═══ THE DATA ═══
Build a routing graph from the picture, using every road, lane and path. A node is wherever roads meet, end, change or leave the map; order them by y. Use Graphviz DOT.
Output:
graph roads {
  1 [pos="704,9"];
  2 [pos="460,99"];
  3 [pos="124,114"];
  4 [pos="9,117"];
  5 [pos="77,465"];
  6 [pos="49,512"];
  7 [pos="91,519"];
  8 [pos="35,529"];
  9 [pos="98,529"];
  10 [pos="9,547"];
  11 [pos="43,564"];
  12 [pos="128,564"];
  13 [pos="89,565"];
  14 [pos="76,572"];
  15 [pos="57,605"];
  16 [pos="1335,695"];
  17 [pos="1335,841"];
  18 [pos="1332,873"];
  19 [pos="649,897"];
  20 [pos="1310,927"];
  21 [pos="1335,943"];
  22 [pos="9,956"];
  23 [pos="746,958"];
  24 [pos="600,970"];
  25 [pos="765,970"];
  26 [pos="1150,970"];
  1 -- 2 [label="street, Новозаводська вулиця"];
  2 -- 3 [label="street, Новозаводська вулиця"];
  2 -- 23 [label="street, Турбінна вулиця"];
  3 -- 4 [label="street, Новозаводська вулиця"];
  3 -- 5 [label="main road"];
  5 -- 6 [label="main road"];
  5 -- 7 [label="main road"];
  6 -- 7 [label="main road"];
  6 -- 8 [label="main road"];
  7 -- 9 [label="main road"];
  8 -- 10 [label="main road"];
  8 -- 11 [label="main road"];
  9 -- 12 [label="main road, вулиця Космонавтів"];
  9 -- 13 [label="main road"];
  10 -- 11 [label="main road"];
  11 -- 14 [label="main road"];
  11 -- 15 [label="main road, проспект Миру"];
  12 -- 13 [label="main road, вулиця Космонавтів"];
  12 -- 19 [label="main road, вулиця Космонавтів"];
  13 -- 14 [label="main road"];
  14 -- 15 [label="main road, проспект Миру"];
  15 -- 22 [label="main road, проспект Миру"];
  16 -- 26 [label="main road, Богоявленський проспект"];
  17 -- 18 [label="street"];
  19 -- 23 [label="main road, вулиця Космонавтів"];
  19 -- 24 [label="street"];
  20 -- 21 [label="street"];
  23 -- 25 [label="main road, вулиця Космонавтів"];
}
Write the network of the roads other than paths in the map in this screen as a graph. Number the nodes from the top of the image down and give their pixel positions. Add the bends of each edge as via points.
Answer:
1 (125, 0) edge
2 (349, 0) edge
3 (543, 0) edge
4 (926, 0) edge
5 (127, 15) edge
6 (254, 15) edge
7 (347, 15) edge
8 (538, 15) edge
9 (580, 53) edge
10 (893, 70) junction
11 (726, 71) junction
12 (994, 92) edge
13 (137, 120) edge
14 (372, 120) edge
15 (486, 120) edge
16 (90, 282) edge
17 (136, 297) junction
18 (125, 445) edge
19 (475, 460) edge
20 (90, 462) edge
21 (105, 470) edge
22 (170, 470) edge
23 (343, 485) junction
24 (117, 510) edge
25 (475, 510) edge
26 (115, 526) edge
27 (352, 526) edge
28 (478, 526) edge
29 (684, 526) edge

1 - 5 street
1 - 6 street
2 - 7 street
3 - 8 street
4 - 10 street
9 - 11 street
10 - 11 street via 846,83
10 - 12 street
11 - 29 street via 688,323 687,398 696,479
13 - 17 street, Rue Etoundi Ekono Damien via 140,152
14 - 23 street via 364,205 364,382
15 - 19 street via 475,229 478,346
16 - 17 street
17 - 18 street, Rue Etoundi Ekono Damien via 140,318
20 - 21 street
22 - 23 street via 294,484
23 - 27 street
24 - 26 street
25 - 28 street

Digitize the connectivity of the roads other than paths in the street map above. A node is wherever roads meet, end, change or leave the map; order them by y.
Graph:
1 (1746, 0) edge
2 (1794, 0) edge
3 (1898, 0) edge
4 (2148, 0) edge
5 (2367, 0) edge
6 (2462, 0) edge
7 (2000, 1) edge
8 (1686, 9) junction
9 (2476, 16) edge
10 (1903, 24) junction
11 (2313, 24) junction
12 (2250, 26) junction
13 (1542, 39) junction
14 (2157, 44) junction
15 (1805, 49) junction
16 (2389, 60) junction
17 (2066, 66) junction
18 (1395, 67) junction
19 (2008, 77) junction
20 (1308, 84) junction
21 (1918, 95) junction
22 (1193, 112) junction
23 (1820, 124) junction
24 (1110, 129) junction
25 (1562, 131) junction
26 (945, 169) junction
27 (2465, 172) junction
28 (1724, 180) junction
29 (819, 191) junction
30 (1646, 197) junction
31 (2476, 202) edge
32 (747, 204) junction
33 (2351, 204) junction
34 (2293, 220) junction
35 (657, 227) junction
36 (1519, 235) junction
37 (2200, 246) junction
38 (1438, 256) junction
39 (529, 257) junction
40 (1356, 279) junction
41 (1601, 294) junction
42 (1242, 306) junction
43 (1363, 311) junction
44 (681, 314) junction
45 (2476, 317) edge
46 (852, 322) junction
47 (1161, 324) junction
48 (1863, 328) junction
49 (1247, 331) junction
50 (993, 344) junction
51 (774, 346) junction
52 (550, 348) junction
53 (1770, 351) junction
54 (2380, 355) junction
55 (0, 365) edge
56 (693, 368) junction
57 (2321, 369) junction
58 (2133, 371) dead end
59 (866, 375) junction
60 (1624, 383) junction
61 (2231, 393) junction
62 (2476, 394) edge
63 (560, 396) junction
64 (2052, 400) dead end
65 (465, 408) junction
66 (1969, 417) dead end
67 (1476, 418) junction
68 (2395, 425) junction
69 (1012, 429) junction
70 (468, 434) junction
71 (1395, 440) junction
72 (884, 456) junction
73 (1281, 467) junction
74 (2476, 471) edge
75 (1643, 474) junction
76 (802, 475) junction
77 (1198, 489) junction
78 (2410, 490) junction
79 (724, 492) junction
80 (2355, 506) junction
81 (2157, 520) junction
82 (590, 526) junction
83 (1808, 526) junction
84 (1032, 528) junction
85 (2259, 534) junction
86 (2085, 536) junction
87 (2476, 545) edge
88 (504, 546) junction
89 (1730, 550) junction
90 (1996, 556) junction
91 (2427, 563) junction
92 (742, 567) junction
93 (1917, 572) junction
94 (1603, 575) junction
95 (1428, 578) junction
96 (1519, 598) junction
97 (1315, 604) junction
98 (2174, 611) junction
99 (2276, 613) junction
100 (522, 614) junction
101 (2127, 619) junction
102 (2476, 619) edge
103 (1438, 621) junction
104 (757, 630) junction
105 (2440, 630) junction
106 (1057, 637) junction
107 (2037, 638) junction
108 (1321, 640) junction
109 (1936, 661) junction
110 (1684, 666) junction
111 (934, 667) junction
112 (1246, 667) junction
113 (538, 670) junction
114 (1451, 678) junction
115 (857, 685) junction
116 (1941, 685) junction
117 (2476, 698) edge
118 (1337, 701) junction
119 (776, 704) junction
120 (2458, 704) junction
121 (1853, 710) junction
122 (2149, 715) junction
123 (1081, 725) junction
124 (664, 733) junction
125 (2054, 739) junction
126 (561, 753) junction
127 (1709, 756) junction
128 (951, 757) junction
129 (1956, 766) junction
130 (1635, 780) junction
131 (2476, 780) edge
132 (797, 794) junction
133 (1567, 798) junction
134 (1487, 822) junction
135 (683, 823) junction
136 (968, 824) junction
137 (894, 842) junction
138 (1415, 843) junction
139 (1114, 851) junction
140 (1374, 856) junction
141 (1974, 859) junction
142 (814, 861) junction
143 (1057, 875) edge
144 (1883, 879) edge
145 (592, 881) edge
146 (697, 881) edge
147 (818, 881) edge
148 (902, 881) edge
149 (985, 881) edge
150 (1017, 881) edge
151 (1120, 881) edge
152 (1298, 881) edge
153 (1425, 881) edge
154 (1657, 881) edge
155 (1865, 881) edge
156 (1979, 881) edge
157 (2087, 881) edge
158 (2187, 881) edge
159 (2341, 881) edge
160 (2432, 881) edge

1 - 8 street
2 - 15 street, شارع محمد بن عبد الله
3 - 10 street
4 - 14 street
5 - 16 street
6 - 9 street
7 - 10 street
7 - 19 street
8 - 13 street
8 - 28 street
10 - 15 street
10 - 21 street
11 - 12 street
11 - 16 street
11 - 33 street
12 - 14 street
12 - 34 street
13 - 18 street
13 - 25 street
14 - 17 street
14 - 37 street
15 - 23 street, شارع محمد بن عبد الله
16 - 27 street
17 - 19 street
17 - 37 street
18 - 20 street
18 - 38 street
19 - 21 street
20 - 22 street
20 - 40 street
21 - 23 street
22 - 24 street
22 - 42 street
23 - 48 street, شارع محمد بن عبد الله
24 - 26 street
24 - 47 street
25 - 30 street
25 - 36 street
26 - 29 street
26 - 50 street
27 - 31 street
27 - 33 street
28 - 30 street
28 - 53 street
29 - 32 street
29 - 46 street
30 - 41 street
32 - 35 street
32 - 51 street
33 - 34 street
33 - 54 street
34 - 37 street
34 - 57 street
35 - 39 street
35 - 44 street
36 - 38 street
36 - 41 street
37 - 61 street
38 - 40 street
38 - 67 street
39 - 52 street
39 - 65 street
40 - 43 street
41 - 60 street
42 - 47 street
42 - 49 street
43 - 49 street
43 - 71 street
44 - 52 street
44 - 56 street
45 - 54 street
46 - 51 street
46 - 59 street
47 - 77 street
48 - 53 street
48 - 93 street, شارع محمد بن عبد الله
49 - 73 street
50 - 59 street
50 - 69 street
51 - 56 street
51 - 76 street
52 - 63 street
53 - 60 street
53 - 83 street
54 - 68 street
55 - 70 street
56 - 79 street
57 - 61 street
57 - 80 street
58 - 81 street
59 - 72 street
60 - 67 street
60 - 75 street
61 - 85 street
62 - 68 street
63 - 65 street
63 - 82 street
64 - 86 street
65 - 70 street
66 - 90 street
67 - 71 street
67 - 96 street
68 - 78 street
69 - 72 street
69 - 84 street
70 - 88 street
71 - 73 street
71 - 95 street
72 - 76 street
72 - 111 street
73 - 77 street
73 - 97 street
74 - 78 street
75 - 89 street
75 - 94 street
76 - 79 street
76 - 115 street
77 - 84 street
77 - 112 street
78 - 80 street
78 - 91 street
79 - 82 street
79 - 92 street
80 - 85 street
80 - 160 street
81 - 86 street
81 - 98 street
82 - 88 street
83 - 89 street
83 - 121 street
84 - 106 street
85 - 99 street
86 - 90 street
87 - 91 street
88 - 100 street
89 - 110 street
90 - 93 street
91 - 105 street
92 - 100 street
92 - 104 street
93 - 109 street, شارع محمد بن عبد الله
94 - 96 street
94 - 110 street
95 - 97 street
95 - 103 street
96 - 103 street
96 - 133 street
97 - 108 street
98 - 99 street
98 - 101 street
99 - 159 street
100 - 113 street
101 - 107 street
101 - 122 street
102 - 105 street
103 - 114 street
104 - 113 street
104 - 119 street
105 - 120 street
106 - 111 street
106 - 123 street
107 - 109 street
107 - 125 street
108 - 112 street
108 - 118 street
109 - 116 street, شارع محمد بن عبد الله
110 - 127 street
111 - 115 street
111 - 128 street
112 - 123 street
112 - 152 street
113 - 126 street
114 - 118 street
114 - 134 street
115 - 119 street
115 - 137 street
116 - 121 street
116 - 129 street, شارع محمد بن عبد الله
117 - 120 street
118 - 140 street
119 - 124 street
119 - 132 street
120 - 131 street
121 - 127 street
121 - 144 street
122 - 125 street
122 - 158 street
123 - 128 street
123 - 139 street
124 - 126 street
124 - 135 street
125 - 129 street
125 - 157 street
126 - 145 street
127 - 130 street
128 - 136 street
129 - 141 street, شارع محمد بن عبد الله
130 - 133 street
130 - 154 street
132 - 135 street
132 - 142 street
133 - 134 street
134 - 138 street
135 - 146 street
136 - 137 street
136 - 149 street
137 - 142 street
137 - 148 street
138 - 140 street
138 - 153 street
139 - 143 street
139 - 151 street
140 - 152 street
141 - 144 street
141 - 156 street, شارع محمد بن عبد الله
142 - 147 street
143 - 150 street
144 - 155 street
═══
■ TASK
How many lines in the listing above contain the string "محمد"? Answer with the number only.

■ TASK ANSWER
9